Home > Uncategorized > 5 Ways to Save at Aldi

Comments 0 Comments

Aldi is a low-priced grocery store operator that originated in Germany but now has almost 10,000 stores in 18 countries around the globe. Aldi stands for Albrecht Diskont and is named after its founders, Karl and Theo Albrecht. In the U.S. alone there are over 1,500 stores (and the company operates Trader Joe’s stores as well).

If you’ve never been to an Aldi, you owe yourself a trip. It may change the way you shop for groceries. It’s known in many frugal circles as being one of the best priced grocery stores because they are so focused on keeping costs low.

Here’s something that might surprise you – Aldi does not accept manufacturer’s coupons. While 90% of their products are Aldi’s exclusive brands, they do have some brand name products but they will not accept manufacturer’s coupons on those items. This can often be a real shock to seasoned coupon clippers there for the first time.

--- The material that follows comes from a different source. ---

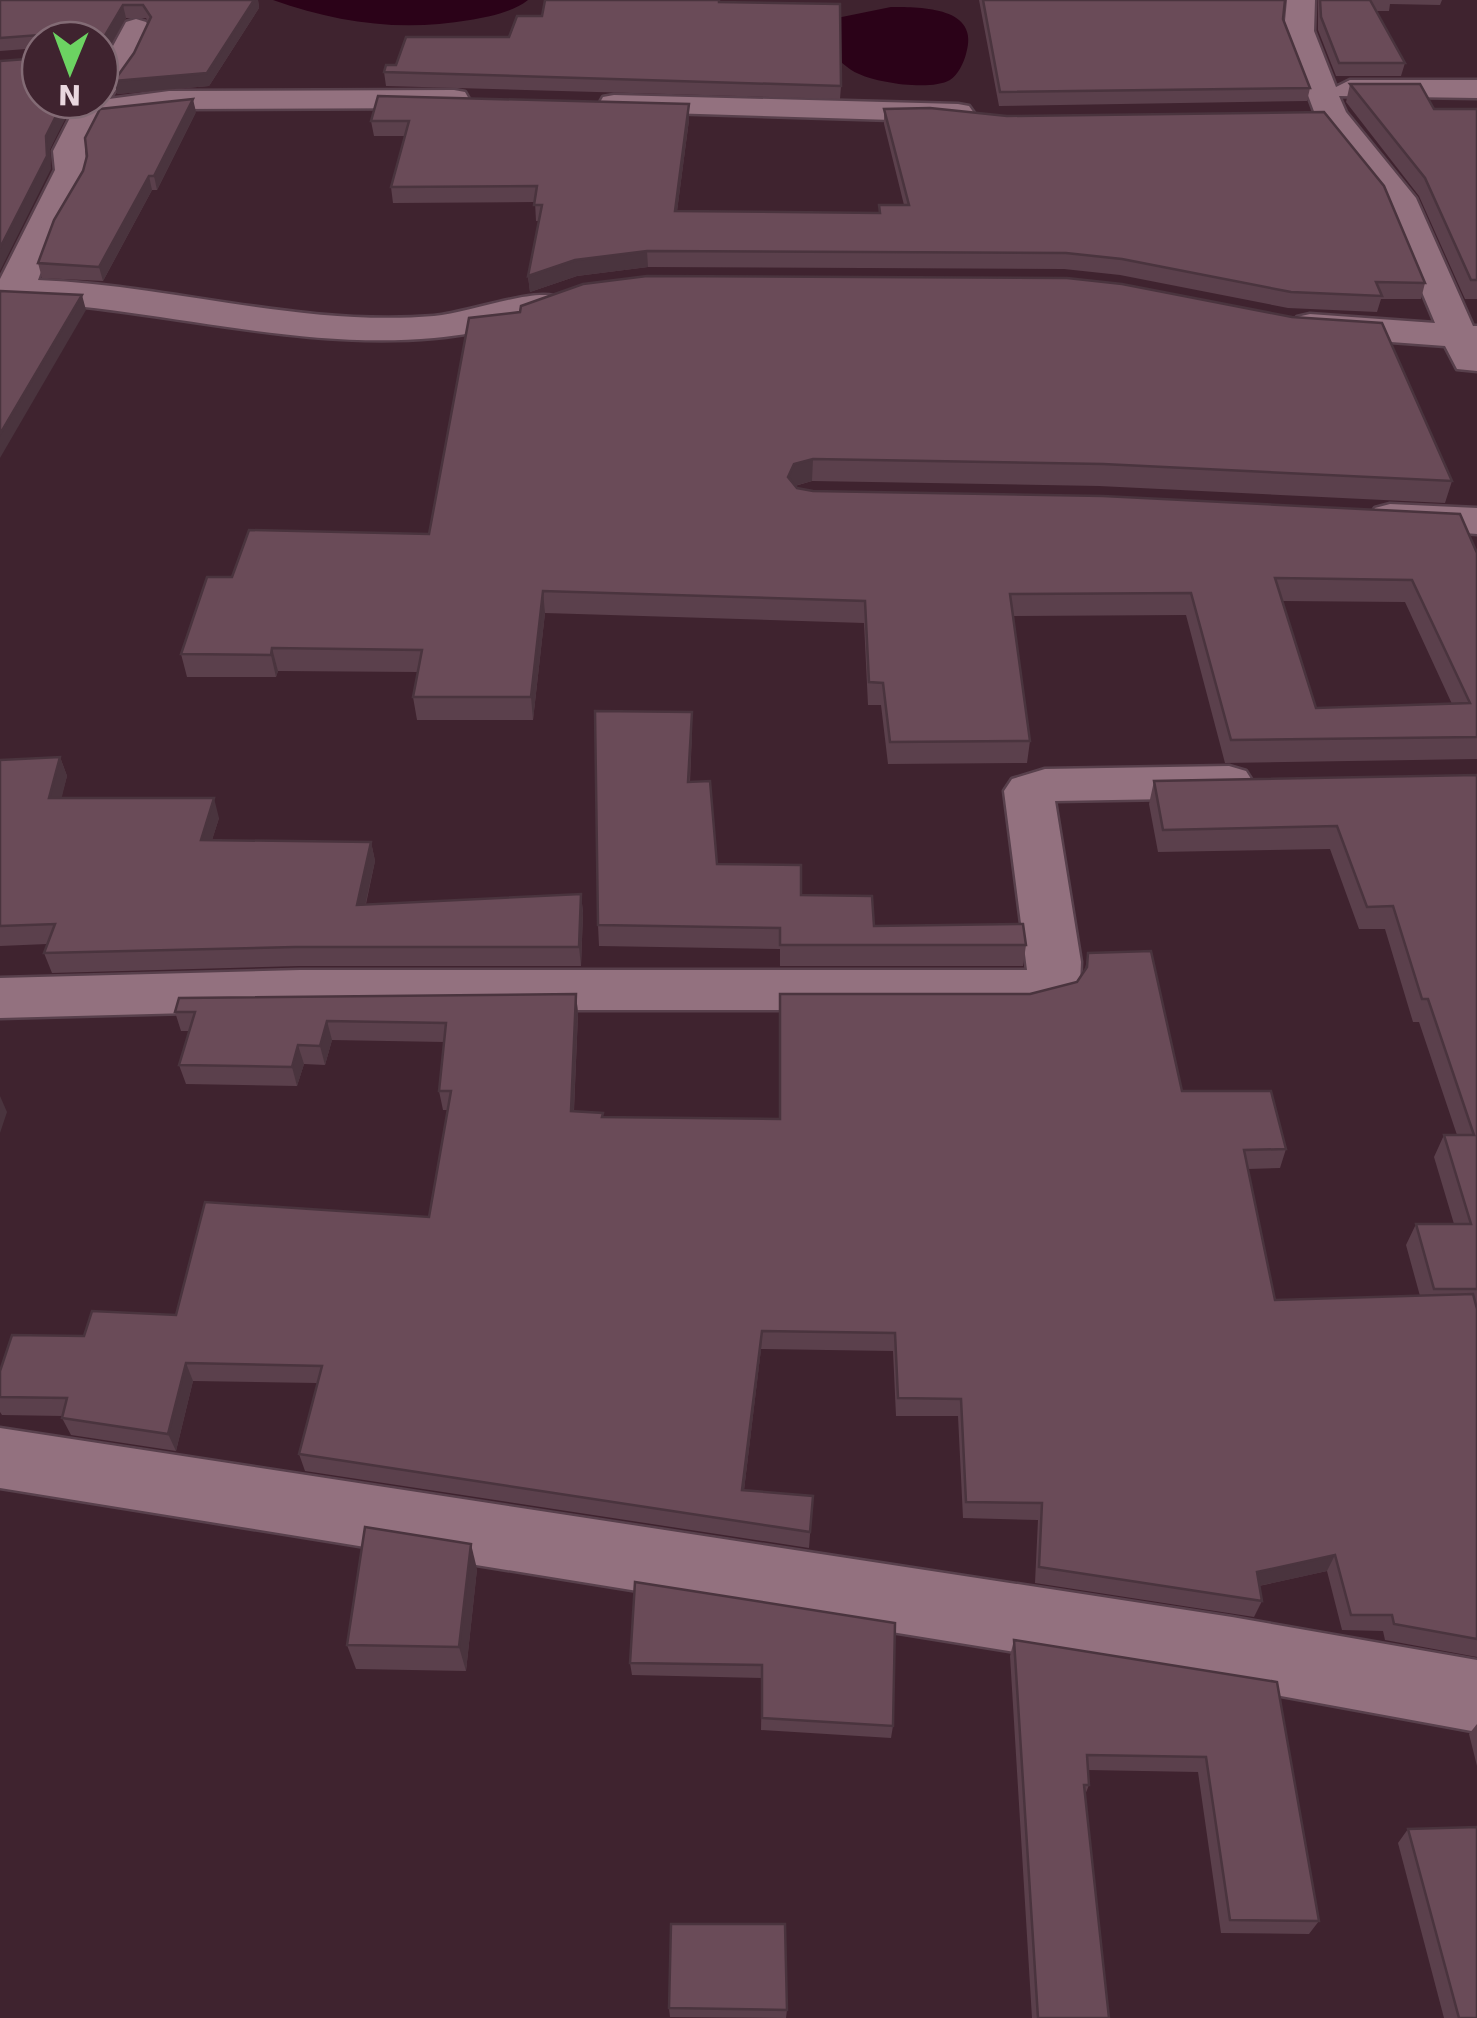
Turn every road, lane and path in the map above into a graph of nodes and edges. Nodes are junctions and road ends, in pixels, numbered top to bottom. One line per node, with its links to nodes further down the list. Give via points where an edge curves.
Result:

There are, however, still ways to save money at Aldi.

1. Scour Weekly Ads

Most grocery stores release their circulars for the following week just a few days early, Aldi does it up to a week in advance. You can use the extra days to plan your shopping so you buy products when they’re on sale, not a few days before!

Pay attention to when the week begins, it’s different for each store. Our Aldi in Maryland starts its week on a Wednesday but the one in New York near my parents starts their week on a Sunday. This is important because products will go very quickly once they are on sale and won’t be restocked until the next shipment. If you see a sale on something you need, make sure you make it there on day one or it might not be there on day two.

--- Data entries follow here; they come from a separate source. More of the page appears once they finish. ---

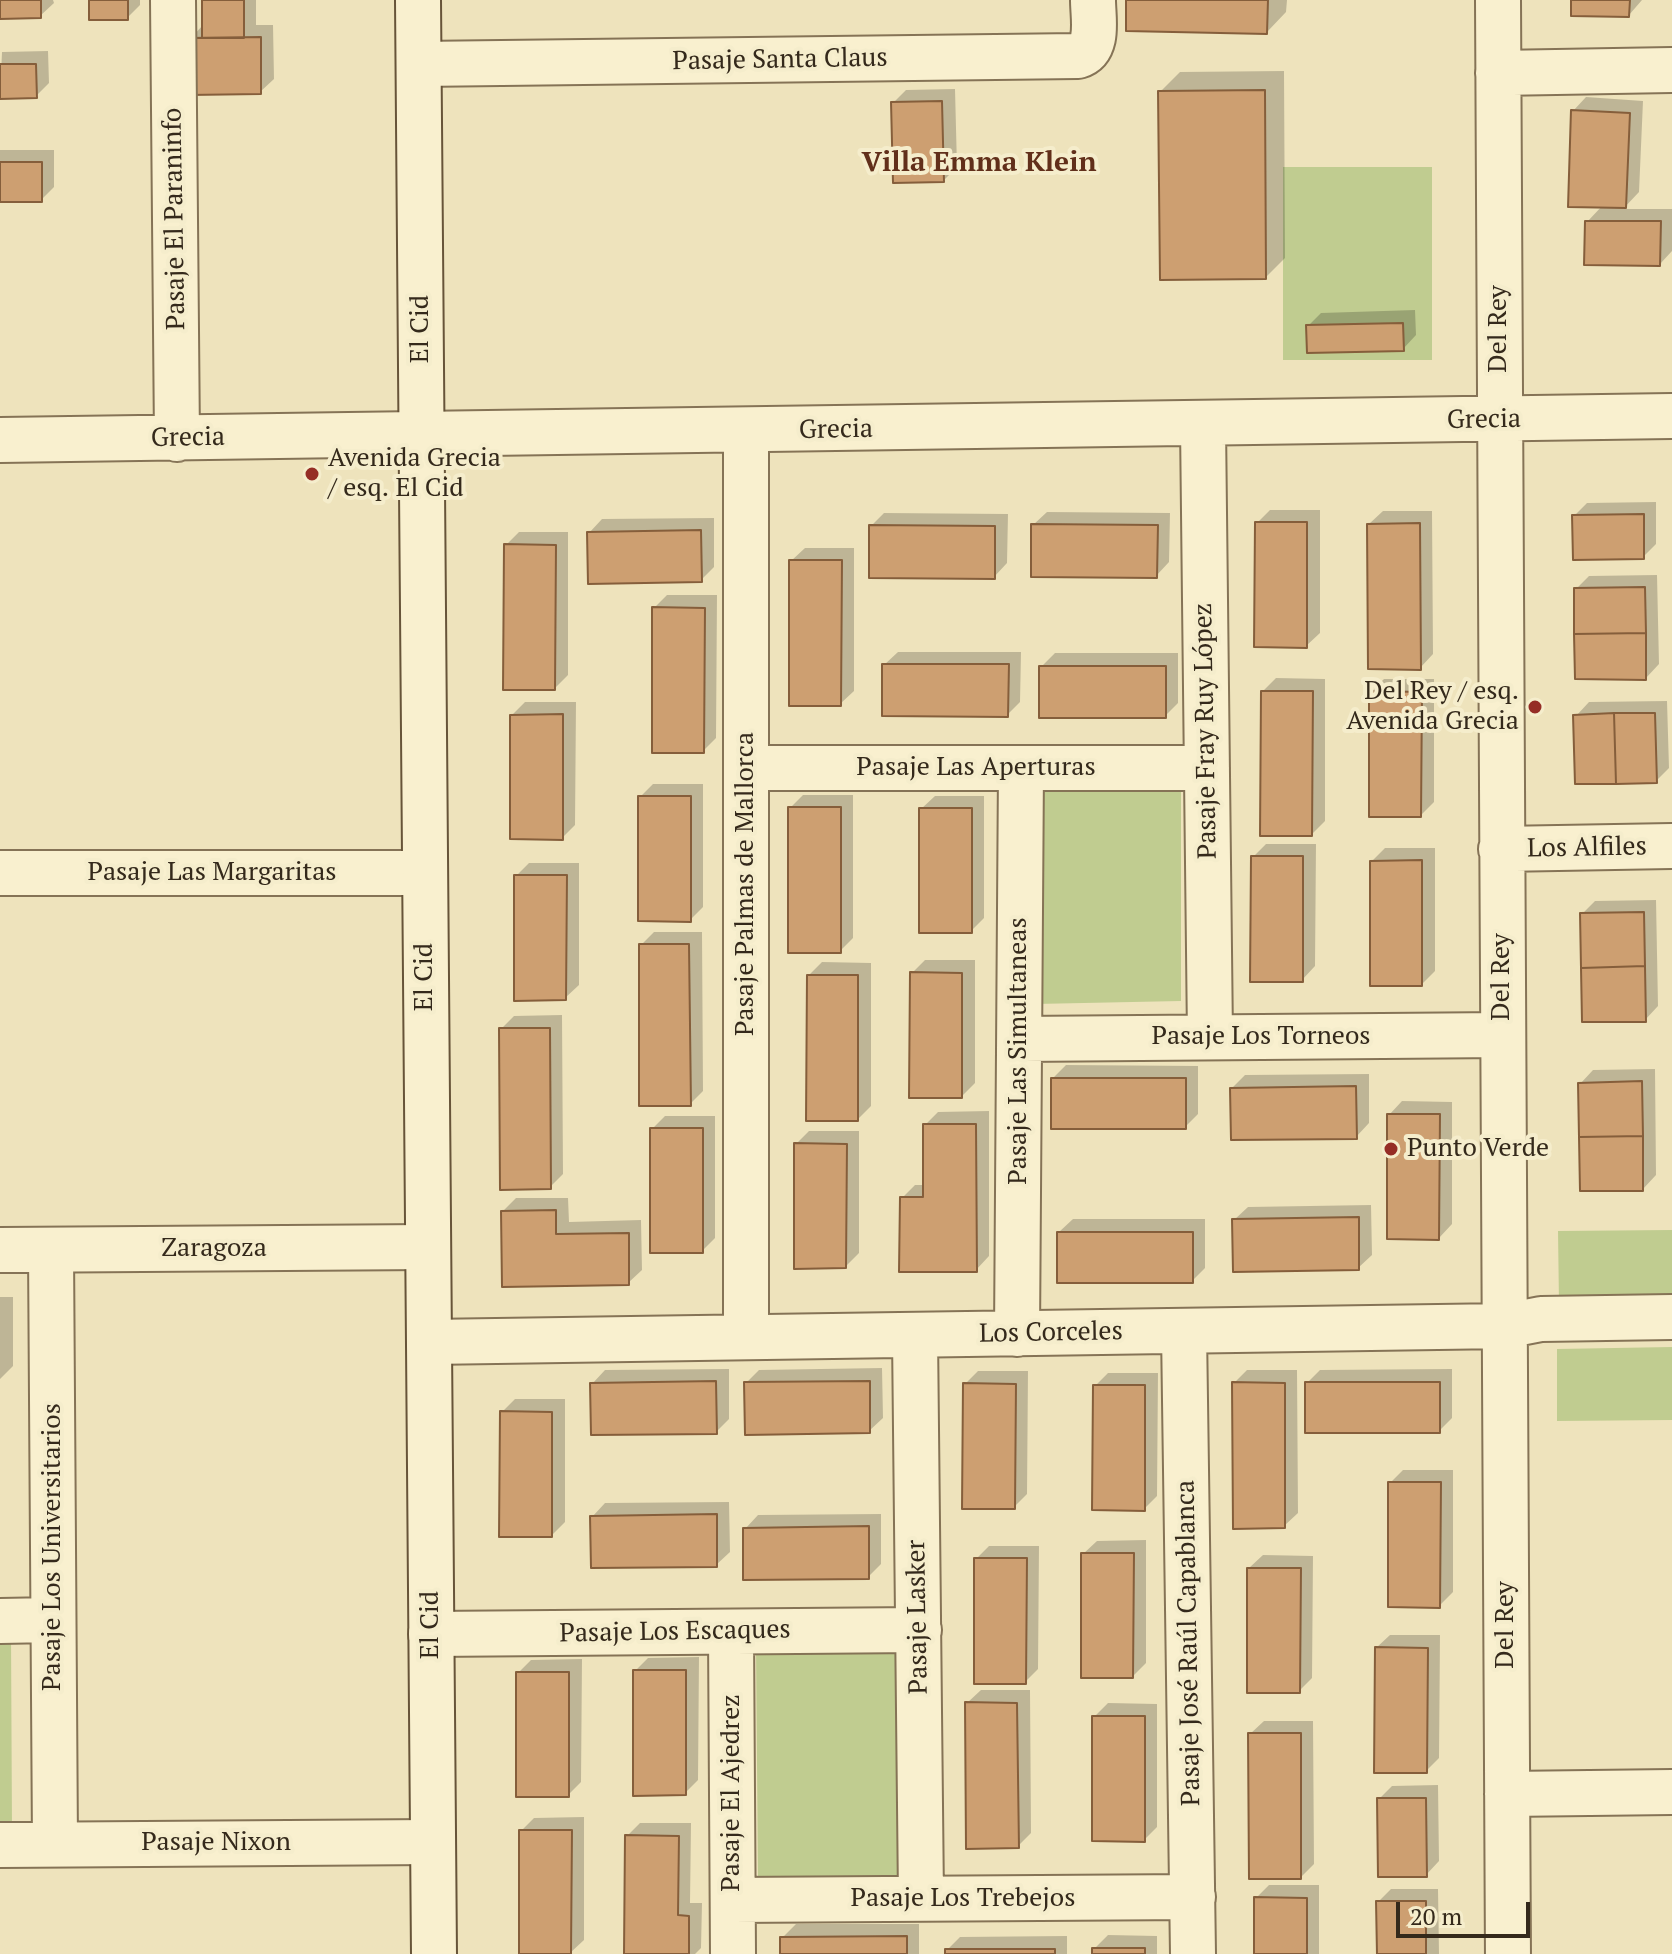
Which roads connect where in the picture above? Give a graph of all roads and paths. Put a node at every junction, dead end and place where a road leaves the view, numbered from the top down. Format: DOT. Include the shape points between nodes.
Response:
graph roads {
  1 [pos="173,0"];
  2 [pos="418,0"];
  3 [pos="1093,0"];
  4 [pos="1498,0"];
  5 [pos="419,64"];
  6 [pos="1672,70"];
  7 [pos="1498,73"];
  8 [pos="1672,416"];
  9 [pos="1499,420"];
  10 [pos="1203,425"];
  11 [pos="746,431"];
  12 [pos="421,436"];
  13 [pos="177,439"];
  14 [pos="0,440"];
  15 [pos="746,768"];
  16 [pos="1021,768"];
  17 [pos="1207,768"];
  18 [pos="1672,846"];
  19 [pos="1501,849"];
  20 [pos="0,873"];
  21 [pos="425,873"];
  22 [pos="1503,1035"];
  23 [pos="1210,1037"];
  24 [pos="1020,1039"];
  25 [pos="428,1247"];
  26 [pos="0,1250"];
  27 [pos="51,1250"];
  28 [pos="1672,1317"];
  29 [pos="1505,1326"];
  30 [pos="1184,1331"];
  31 [pos="1017,1334"];
  32 [pos="915,1335"];
  33 [pos="746,1337"];
  34 [pos="429,1342"];
  35 [pos="53,1620"];
  36 [pos="0,1621"];
  37 [pos="919,1630"];
  38 [pos="731,1632"];
  39 [pos="431,1634"];
  40 [pos="1672,1792"];
  41 [pos="1507,1794"];
  42 [pos="433,1842"];
  43 [pos="55,1844"];
  44 [pos="0,1845"];
  45 [pos="1193,1897"];
  46 [pos="921,1899"];
  47 [pos="733,1900"];
  48 [pos="434,1954"];
  49 [pos="733,1954"];
  50 [pos="1193,1954"];
  51 [pos="1508,1954"];
  1 -- 13 [label="street, Pasaje El Paraninfo"];
  2 -- 5 [label="street, El Cid"];
  3 -- 5 [label="street, Pasaje Santa Claus" via="1092,45 1078,56"];
  4 -- 7 [label="street, Del Rey"];
  5 -- 12 [label="street, El Cid"];
  6 -- 7 [label="street"];
  7 -- 9 [label="street, Del Rey"];
  8 -- 9 [label="street, Grecia"];
  9 -- 10 [label="street, Grecia"];
  9 -- 19 [label="street, Del Rey"];
  10 -- 11 [label="street, Grecia"];
  10 -- 17 [label="street, Pasaje Fray Ruy López"];
  11 -- 12 [label="street, Grecia"];
  11 -- 15 [label="street, Pasaje Palmas de Mallorca"];
  12 -- 13 [label="street, Grecia"];
  12 -- 21 [label="street, El Cid"];
  13 -- 14 [label="street, Grecia"];
  15 -- 16 [label="street, Pasaje Las Aperturas"];
  15 -- 33 [label="street, Pasaje Palmas de Mallorca"];
  16 -- 17 [label="street, Pasaje Las Aperturas"];
  16 -- 24 [label="street, Pasaje Las Simultaneas"];
  17 -- 23 [label="street, Pasaje Fray Ruy López"];
  18 -- 19 [label="street, Los Alfiles"];
  19 -- 22 [label="street, Del Rey"];
  20 -- 21 [label="street, Pasaje Las Margaritas"];
  21 -- 25 [label="street, El Cid"];
  22 -- 23 [label="street, Pasaje Los Torneos"];
  22 -- 29 [label="street, Del Rey"];
  23 -- 24 [label="street, Pasaje Los Torneos"];
  24 -- 31 [label="street, Pasaje Las Simultaneas"];
  25 -- 27 [label="street, Zaragoza"];
  25 -- 34 [label="street, El Cid"];
  26 -- 27 [label="street, Zaragoza"];
  27 -- 35 [label="street, Pasaje Los Universitarios"];
  28 -- 29 [label="street, Los Corceles" via="1541,1319"];
  29 -- 30 [label="street, Los Corceles"];
  29 -- 41 [label="street, Del Rey"];
  30 -- 31 [label="street, Los Corceles"];
  30 -- 45 [label="street, Pasaje José Raúl Capablanca"];
  31 -- 32 [label="street, Los Corceles"];
  32 -- 33 [label="street, Los Corceles"];
  32 -- 37 [label="street, Pasaje Lasker"];
  33 -- 34 [label="street, Los Corceles"];
  34 -- 39 [label="street, El Cid"];
  35 -- 36 [label="street"];
  35 -- 43 [label="street, Pasaje Los Universitarios"];
  37 -- 38 [label="street, Pasaje Los Escaques"];
  37 -- 46 [label="street, Pasaje Lasker"];
  38 -- 39 [label="street, Pasaje Los Escaques"];
  38 -- 47 [label="street, Pasaje El Ajedrez"];
  39 -- 42 [label="street, El Cid"];
  40 -- 41 [label="street"];
  41 -- 51 [label="street, Del Rey"];
  42 -- 43 [label="street, Pasaje Nixon"];
  42 -- 48 [label="street, El Cid"];
  43 -- 44 [label="street, Pasaje Nixon"];
  45 -- 46 [label="street, Pasaje Los Trebejos"];
  45 -- 50 [label="street, Pasaje José Raúl Capablanca"];
  46 -- 47 [label="street, Pasaje Los Trebejos"];
  47 -- 49 [label="street, Pasaje El Ajedrez"];
}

You can see the circular for your store on the Aldi website. While you’re there, check out their new low prices for savings that didn’t make the circular.

2. Remember Your Quarter

One of the ways Aldi keeps costs low is through their shopping cart rental system. You get a cart by putting in a quarter and you get it back by returning the cart, which means one less person they need to hire to retrieve all the carts people leave behind (or enterprising teenagers can make a quarter a cart returning them!).

3. Remember Shopping Bags

If you’ve never been to Aldi, another cost-cutting move they use is charging for shopping bags. It has the benefit of both saving them money and saving natural resources for things other than bags.

You can still buy bags, but why allow that money leak into your budget unnecessarily when it’s far better to remember to bring your own reusable bags from home?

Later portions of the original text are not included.